The first widely used method of color photography was the Autochrome plate, a process inventors and brothers Auguste and Louis Lumière began working on in the 1890s and commercially introduced in 1907.It was based on the following idea: instead of taking three separate photographs through color filters, take one through a mosaic of tiny color filters overlaid on the emulsion and view the results through an identical mosaic.

In 1957, a team led by Russell A.Kirsch at the National Institute of Standards and Technology developed a binary digital version of an existing technology, the wirephoto drum scanner, so that alphanumeric characters, diagrams, photographs and other graphics could be transferred into digital computer memory.

Earlier digital cameras used Charged Couple Device(CCD) as an image capturing optoelectronic component. Modern DSLRs and mirrorless cameras use Charged Metal Oxide Semiconductor(CMOS) as the image capturing component. It was true that CCDs were better performers than CMOS sensors. In 2000, Canon produced the first CMOS-powered DSLR, the EOS D30, which produced photos with measurably less noise than the CCD-based cameras of the era. Thus digital cameras with CMOS sensors, which produced good quality images at cheap price, began dominating the market.

Some eminent photographers of the 20th century:

Ansel Adams (1902 – 1984):

He is known as the founder of West Coast style of photography. Alongwith Edward Weston and Imogin Cunningham, he founded ‘Group f.64’that shunned pictorialism. Later, he also invented the Zone System alongwith Fred Archer.

ANSEL ADAMS' ZONE SYSTEM

Nowadays, digital cameras use 12% gray. Gray areas reflect 1/5th (which is approx. 18%) of the light falling on them. Thus, the sweet spot is considered as Zone 5. The zone cards helped us control the amount of light entering the camera.

Famous works of Ansel Adams are Monolith, The Face of Half Dome, Clearing Winter Storm, etc.

Steve McCurry (1950 – present):

An American photographer and photojournalist, he concentrates on the toll that war takes on humans. He has covered conflicts like Iran-Iraq War, Lebanon Civil war, Cambodian Civil War, Afghan War, etc.

His most famous work is ‘Afghan Girl’.

The story of the picture :“The light was soft. The refugee camp in Pakistan was a sea of tents. Inside the school tent he noticed her first. Sensing her shyness, he approached her last. She told him he could take her picture.”

He is an active contributor to Nat Geo and Magnum Photos. His work is curated and released into a book : “A Life in Pictures”, by his sister, Bonnie McCurry.

W Eugene Smith (1918 – 1978):

An American photojournalist, who is known as the ‘singlemost important American photographer in the development of editorial photo essay’. His major photo essays include :The dedication of an American country doctor and a nurse midwife”, “The clinic of Dr.Schweitzer in French Equatorial Africa”, “The city of Pittsburgh” and “The pollution which damaged the health of the residents of Minamata in Japan”.

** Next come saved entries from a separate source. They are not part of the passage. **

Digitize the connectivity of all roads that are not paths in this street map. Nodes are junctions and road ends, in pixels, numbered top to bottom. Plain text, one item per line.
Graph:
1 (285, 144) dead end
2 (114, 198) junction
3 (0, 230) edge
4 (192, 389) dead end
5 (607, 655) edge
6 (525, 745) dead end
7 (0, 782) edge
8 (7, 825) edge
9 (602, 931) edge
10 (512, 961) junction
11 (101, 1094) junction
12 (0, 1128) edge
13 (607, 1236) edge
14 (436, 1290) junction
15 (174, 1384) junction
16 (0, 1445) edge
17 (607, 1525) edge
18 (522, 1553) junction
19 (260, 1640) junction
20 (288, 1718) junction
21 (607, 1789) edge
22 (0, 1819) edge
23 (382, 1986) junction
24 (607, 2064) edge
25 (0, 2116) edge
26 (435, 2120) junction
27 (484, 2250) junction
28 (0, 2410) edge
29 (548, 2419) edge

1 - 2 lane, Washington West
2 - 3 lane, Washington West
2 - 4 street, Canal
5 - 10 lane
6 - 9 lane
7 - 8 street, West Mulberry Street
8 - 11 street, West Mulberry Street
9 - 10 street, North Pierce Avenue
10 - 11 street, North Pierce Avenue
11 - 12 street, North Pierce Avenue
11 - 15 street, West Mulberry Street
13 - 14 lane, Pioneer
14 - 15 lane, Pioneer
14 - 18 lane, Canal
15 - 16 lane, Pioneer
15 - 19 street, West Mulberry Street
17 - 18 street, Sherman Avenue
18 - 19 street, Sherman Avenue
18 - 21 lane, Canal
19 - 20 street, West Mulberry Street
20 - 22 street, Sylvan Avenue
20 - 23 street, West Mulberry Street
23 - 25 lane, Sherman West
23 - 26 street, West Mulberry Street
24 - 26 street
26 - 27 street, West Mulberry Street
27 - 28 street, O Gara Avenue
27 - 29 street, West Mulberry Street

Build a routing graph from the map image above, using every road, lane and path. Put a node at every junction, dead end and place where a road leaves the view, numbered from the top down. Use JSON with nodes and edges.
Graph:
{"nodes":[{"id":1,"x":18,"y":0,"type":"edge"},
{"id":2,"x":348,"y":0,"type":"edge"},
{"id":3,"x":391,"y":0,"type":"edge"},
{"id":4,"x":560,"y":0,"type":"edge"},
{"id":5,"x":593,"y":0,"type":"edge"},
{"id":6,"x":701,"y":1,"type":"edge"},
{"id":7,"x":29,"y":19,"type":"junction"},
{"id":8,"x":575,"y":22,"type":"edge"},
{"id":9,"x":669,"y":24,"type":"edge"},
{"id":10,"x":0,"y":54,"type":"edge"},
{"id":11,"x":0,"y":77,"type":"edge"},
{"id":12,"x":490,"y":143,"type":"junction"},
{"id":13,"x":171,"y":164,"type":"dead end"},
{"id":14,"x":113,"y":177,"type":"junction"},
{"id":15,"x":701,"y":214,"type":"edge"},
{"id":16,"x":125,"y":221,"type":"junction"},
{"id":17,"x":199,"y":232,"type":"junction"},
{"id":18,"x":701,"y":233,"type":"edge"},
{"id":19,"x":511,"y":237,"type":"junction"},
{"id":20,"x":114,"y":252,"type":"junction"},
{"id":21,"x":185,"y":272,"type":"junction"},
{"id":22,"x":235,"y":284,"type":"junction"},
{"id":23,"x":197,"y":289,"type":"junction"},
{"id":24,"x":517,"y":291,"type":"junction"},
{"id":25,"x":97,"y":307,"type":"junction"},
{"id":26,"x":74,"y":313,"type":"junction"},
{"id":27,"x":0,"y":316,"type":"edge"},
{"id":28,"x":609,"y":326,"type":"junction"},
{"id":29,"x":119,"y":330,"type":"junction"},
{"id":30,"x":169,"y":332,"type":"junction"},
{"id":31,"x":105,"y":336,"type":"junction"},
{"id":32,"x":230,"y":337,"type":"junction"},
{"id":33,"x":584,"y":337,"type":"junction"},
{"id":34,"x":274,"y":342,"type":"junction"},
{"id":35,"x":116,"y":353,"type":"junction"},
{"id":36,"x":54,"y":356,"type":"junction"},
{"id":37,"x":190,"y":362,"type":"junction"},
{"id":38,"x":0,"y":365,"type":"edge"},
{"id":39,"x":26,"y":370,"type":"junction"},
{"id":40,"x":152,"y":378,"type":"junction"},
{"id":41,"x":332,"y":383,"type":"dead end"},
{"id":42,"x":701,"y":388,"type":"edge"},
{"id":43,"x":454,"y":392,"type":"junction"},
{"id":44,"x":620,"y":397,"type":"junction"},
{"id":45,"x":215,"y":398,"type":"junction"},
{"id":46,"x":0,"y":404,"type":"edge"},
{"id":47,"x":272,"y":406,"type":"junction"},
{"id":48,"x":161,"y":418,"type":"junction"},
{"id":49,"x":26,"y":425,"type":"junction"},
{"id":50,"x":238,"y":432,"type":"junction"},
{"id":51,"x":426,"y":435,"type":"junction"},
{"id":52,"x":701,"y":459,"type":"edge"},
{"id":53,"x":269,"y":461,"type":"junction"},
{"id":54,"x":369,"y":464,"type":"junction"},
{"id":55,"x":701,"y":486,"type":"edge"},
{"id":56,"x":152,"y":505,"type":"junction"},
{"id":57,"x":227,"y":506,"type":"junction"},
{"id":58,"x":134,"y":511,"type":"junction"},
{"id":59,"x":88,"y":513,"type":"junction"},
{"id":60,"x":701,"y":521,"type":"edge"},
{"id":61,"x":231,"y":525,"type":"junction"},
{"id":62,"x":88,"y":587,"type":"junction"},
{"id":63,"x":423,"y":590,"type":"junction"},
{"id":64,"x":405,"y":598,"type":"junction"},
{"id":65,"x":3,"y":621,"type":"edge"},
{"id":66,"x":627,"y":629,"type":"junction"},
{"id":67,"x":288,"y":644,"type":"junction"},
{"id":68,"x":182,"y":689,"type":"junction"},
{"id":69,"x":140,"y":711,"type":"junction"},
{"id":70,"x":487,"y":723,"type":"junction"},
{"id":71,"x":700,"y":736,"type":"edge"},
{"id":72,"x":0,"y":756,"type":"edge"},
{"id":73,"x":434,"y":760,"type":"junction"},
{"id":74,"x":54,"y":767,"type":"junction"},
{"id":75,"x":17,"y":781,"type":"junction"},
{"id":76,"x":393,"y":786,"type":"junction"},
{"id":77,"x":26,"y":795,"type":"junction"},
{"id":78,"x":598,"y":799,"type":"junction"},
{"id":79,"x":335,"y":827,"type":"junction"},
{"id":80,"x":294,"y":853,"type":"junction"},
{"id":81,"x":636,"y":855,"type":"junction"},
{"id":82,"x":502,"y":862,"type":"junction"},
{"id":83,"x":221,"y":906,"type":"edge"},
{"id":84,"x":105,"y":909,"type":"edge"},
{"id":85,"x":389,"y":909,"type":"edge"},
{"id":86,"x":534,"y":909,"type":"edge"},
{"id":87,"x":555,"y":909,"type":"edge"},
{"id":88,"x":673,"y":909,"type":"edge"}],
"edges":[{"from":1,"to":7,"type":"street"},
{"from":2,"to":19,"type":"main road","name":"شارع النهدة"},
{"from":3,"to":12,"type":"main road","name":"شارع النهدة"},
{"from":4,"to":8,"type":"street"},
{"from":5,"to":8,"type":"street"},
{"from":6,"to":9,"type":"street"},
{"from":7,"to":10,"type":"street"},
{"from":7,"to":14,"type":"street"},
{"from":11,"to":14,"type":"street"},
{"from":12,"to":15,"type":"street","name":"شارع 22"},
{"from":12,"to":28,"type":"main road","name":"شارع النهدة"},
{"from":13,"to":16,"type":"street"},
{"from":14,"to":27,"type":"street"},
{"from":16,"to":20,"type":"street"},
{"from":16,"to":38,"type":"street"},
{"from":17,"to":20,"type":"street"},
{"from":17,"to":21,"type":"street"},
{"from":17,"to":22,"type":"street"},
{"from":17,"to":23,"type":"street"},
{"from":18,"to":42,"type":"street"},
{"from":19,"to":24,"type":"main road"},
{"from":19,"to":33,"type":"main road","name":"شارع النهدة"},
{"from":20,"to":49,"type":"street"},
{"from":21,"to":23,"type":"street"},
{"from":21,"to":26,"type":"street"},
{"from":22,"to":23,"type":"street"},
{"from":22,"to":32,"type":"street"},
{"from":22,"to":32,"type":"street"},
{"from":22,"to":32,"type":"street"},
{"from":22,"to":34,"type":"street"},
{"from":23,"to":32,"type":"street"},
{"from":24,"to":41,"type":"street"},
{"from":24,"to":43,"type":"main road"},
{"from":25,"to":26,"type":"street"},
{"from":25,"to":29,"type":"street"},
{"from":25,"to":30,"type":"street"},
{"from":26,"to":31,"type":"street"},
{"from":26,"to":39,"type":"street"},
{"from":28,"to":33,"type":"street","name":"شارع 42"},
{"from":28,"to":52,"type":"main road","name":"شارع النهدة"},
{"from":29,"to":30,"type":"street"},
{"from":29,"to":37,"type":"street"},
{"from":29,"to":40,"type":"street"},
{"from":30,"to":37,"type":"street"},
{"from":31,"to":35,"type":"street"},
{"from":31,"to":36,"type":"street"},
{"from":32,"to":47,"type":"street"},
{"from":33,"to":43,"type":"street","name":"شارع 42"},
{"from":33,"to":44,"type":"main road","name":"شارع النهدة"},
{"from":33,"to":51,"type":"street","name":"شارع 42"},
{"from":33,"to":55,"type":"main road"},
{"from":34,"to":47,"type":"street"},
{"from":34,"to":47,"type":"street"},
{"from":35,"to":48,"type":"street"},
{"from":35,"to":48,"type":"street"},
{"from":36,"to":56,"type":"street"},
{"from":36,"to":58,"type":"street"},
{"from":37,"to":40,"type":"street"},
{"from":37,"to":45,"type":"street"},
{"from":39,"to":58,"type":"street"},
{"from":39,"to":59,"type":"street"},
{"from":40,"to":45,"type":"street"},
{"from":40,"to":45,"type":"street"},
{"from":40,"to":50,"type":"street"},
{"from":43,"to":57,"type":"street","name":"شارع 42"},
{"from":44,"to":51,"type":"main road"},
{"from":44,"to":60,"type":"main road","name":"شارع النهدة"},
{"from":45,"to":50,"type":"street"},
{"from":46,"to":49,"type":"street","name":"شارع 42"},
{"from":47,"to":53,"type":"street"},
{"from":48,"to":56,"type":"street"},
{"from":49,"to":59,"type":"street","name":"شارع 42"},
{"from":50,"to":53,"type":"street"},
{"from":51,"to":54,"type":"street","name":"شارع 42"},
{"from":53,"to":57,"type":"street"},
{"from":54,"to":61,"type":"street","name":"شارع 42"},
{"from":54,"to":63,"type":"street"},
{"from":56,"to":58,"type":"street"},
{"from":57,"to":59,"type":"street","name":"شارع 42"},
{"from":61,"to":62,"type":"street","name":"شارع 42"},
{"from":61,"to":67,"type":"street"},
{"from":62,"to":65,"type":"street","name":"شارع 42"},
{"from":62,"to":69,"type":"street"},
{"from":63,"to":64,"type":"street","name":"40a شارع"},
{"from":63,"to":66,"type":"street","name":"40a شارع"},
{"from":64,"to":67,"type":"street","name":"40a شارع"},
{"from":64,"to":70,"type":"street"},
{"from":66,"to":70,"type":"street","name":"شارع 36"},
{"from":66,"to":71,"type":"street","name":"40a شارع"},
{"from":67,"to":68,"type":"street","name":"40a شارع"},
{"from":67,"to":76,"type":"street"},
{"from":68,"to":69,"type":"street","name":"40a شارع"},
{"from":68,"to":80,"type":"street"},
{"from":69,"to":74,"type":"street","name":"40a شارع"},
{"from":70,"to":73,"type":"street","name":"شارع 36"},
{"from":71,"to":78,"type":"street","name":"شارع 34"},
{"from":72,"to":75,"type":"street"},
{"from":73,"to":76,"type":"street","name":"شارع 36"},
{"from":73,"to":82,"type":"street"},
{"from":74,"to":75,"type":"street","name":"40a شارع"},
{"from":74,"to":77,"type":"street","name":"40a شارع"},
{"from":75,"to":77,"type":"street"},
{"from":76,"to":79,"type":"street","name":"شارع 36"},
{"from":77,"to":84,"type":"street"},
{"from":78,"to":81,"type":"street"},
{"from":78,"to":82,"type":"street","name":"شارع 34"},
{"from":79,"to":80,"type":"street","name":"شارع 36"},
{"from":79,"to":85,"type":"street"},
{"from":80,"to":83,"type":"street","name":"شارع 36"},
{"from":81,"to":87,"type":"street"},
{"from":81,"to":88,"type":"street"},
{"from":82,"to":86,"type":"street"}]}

Imogen Cunningham (1883 – 1976):

An American photographer, known for her botanical photography, nudes and industrial landscapes. She was also a member of ‘Group f.64’. She worked for Edward Curtis on his project of documenting the American tribes, titled, “North American Tribes”. She won acclaim for portraiture and pictorial work. In her later career, she turned to documentary street photography.

Her famous works include Magnolia Blossom, Triangles, etc.

Henri Cartier Bresson (1908 – 2004):

French humanist photographer, who is considered as the master of candid photography.

The three boys at Lake Tanganyika” inspired Cartier Bresson to capture a photo and term it as a ‘decisive moment’.

Other notable photographers include Vivian Maier, Annie Leibovitz, Shomei Tomatsu, Raghu Rai, Ed Kashi etc.

In the later part of the nineteenth century, artists began to see, though all photographs may seem the same, there are many different factors that can be adjusted to create unique images.

Pictorialists believed that for a photograph to be considered as art, the scene and the development process needed to mimic painting.’Soft focus’ became all the rage as a way to negate photo’s sharp depictions.Unfortunately, they went too far. In the late 1920s and early 1930s, Group f.64 was born and Alfred Steiglitz and Paul Strand ushered a new era in American photography.